THE TASK: Omit the pictures. Transcribe exactly the lines below, from the one with "thumb ip: (488, 391)" up to and including the last.

[Bounding boxes with keypoints]
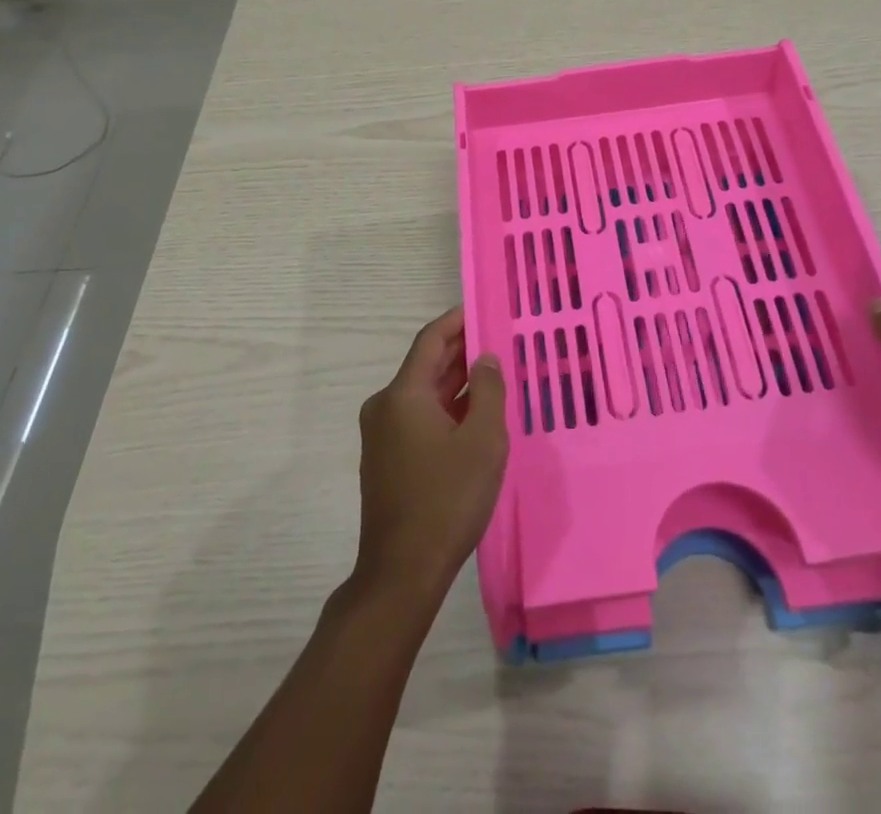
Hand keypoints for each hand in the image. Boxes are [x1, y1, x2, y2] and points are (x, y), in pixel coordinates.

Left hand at [353, 306, 507, 604]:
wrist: (402, 573)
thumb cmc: (447, 499)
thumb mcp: (482, 441)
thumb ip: (488, 391)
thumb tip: (484, 358)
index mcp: (403, 395)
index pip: (431, 340)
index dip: (457, 320)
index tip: (484, 308)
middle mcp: (385, 407)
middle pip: (426, 365)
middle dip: (461, 350)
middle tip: (497, 339)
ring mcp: (382, 435)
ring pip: (423, 393)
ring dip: (455, 382)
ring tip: (493, 373)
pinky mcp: (387, 459)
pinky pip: (418, 418)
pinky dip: (445, 408)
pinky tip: (474, 414)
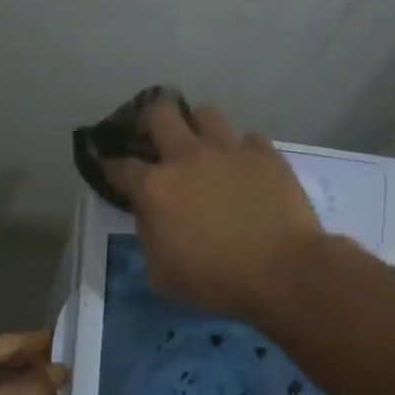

EXERCISE OUTPUT:
thumb ip: (488, 391)
thumb tip: (484, 358)
index mcp: (403, 395)
index pip: (431, 340)
index dip: (457, 320)
index tip: (484, 308)
middle mcp: (385, 407)
middle pip: (426, 365)
middle dip: (461, 350)
middle tip: (497, 339)
ring mcp: (382, 435)
ring pip: (423, 393)
ring dip: (455, 382)
ring tip: (493, 373)
pinky mcp: (387, 459)
pinky pip: (418, 418)
pinky dip: (445, 408)
pinky tip: (474, 414)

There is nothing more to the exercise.